Records from a dataset:

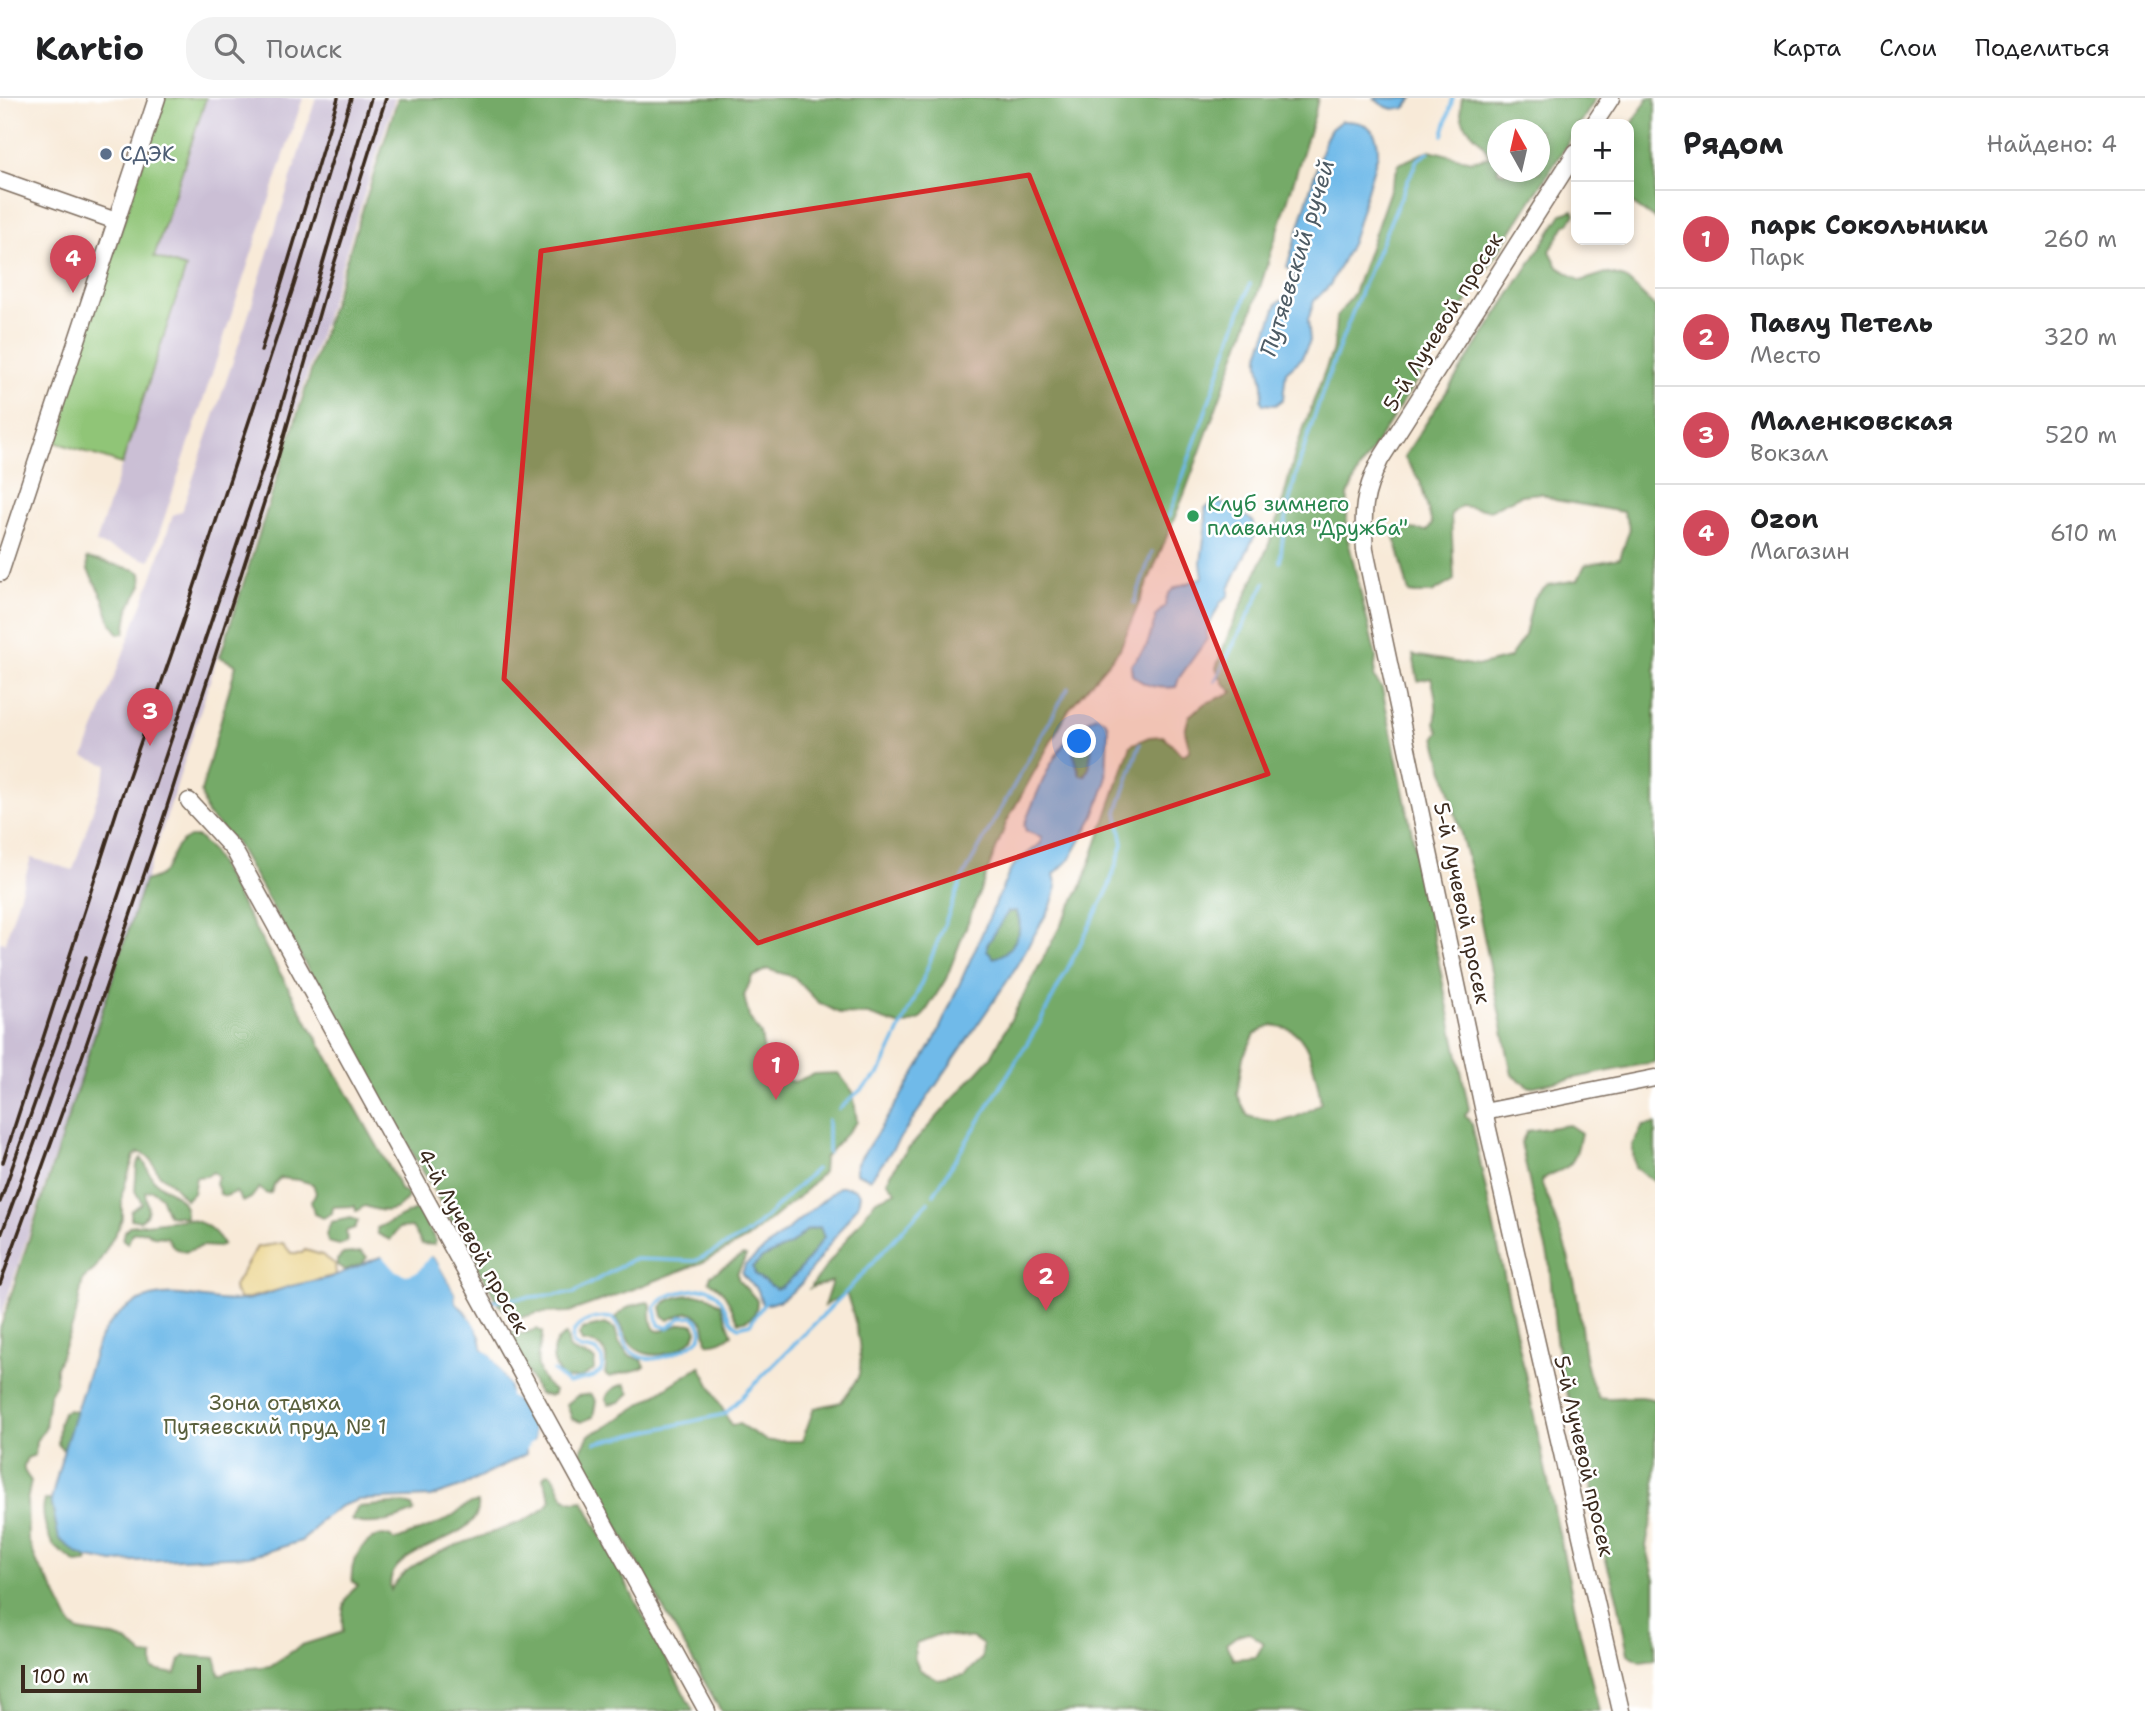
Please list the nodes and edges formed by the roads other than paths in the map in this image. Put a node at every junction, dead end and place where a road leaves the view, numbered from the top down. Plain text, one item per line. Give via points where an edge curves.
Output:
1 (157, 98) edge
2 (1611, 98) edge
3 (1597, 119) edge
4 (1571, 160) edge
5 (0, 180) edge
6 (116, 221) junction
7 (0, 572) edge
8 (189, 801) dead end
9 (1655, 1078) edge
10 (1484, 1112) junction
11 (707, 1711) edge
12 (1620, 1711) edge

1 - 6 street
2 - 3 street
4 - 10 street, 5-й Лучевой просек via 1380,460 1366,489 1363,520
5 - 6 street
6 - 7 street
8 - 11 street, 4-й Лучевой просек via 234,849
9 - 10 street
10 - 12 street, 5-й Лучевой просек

■ **What to do**
An exact, image-free transcription of all the records above is needed.

■ **Answer space**
Please list the nodes and edges formed by the roads other than paths in the map in this image. Put a node at every junction, dead end and place where a road leaves the view, numbered from the top down. Plain text, one item per line. Give via points where an edge curves.
Output:
1 (157, 98) edge
2 (1611, 98) edge
3 (1597, 119) edge
4 (1571, 160) edge
5 (0, 180) edge
6 (116, 221) junction
7 (0, 572) edge
8 (189, 801) dead end
9 (1655, 1078) edge
10 (1484, 1112) junction
11 (707, 1711) edge
12 (1620, 1711) edge

1 - 6 street
2 - 3 street
4 - 10 street, 5-й Лучевой просек via 1380,460 1366,489 1363,520
5 - 6 street
6 - 7 street
8 - 11 street, 4-й Лучевой просек via 234,849
9 - 10 street
10 - 12 street, 5-й Лучевой просек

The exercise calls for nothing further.